I am not shocked by this forecast, but did not count on it either--as I remembered what it took to make the first Joker a hit. There was what some saw as the bait and switch involved in making a movie about Arthur Fleck appear as if it were the Joker's origin story. There was the atmosphere of moral panic cultivated around the film, which made many prominent film critics disgrace themselves with calls for censorship. All of this helped make the movie's release an event of a kind very hard to repeat, while it seemed to me far from clear whether five years later a sequel to the rather idiosyncratic movie, without that kind of atmosphere surrounding it—whether, with less and less pretense that Fleck is the Joker, with the critics having done a one-eighty and trivialized the movie that made them briefly show their totalitarian true colors and no moral panic in evidence this time, a Joker movie would still be of interest to a wide audience. (Indeed, especially hearing about the sequel's musical aspect I thought of how Martin Scorsese followed up his triumph with Taxi Driver with his flop New York, New York, and how history might unhappily repeat itself.)
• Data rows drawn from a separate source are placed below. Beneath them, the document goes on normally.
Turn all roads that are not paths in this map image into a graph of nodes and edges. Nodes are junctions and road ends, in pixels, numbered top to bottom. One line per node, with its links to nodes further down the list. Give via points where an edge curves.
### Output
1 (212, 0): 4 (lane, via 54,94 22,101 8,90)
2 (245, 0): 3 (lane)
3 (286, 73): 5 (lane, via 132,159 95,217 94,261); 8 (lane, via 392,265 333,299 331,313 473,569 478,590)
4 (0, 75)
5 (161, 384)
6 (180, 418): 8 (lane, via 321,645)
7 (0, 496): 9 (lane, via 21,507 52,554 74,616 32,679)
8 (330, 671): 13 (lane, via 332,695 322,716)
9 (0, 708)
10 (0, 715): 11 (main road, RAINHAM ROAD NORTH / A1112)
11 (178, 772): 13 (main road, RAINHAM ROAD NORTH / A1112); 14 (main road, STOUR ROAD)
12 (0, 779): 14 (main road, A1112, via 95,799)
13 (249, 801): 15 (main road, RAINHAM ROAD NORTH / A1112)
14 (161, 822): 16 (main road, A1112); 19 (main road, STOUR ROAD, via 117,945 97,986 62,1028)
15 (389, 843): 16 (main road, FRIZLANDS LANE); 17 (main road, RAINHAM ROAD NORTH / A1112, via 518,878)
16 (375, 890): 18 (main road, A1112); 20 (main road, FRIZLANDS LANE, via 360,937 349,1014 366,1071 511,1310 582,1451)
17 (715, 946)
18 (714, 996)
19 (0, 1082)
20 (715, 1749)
This forecast seems to settle the matter to that extent, evidence apparently existing that a sizable audience does want to continue following the Saga of Arthur Fleck. The question now is which way the interest will go in the next month--whether we will see it collapse, hold steady or even surge, and then after that, just how audiences will respond to the movie when they do see it. Even after its big opening the first Joker made three-and-a-half times its first three-day gross ($335 million). It is not wholly out of the question that this movie could do the same--and supplement its domestic take with a robust foreign gross. (The first Joker more than doubled its domestic gross internationally.) The result is that the movie might not just plausibly match the billion-dollar take of the original, but do so in real, inflation-adjusted terms--a feat requiring $1.3 billion at the box office at late 2024 prices.